### PROBLEM REQUIREMENTS
Which of the lines in the data mention the string "main"? List them all.

▬▬▬

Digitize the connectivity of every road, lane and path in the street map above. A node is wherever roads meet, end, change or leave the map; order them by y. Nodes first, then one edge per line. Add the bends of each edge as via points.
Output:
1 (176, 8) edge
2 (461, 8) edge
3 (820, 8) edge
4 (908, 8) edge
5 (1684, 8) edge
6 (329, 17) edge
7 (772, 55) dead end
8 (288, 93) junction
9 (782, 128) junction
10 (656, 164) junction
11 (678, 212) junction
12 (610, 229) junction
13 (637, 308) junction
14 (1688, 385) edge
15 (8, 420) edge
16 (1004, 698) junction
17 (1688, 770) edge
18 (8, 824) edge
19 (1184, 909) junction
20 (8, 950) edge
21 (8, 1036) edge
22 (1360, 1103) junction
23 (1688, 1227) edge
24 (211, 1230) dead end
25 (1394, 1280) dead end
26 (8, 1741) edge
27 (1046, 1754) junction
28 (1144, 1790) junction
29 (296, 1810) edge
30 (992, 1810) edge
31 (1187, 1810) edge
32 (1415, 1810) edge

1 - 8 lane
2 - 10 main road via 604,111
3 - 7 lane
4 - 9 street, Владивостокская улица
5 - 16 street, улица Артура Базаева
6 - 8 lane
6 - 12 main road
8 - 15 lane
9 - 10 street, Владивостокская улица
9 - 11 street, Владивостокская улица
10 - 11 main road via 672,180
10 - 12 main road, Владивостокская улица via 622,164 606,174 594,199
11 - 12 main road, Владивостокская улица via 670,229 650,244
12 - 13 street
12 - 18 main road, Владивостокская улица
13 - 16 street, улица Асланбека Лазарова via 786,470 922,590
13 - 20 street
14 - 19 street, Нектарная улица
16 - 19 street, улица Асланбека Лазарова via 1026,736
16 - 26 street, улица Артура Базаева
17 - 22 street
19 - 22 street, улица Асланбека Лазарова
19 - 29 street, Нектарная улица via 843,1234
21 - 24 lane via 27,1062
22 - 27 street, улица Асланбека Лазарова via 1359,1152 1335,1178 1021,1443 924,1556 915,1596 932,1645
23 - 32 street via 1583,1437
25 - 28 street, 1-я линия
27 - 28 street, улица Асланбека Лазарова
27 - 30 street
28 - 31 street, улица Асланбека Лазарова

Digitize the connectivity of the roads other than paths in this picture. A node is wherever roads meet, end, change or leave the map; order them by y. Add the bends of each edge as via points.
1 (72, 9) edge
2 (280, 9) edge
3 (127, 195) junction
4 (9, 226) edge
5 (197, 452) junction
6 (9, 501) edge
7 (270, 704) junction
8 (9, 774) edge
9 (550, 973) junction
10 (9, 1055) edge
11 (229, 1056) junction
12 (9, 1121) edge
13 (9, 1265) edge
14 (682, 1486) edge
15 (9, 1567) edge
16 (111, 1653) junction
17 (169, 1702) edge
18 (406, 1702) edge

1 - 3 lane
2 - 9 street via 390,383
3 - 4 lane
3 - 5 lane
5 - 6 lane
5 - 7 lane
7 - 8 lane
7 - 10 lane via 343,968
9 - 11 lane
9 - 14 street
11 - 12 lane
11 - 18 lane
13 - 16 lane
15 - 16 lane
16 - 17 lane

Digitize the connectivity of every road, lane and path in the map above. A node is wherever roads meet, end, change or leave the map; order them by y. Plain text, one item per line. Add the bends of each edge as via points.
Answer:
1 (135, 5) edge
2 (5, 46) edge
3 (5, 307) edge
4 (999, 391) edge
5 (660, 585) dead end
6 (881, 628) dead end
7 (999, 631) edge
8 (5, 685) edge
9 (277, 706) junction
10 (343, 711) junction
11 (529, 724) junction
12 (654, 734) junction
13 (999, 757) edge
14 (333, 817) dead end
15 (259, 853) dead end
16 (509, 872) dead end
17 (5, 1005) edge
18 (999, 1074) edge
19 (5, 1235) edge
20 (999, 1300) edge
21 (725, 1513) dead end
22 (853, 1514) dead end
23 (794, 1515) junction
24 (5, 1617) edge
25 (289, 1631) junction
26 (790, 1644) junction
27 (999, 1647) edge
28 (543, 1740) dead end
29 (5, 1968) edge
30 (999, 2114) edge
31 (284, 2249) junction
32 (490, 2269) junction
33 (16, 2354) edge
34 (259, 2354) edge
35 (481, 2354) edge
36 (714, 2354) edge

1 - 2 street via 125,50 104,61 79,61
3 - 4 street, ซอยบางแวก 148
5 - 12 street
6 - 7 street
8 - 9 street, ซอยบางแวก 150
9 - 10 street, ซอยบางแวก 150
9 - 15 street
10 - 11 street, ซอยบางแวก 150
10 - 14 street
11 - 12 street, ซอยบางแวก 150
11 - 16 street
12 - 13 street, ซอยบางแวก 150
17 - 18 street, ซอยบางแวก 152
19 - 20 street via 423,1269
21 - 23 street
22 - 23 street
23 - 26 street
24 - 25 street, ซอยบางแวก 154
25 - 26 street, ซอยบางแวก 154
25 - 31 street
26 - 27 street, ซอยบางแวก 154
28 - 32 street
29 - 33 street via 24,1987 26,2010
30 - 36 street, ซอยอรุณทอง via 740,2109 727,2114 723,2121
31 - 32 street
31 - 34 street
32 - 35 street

▬▬▬

### SOLUTION FOR THIS PROBLEM
2 - 10 main road via 604,111
6 - 12 main road
10 - 11 main road via 672,180
10 - 12 main road, Владивостокская улица via 622,164 606,174 594,199
11 - 12 main road, Владивостокская улица via 670,229 650,244
12 - 18 main road, Владивостокская улица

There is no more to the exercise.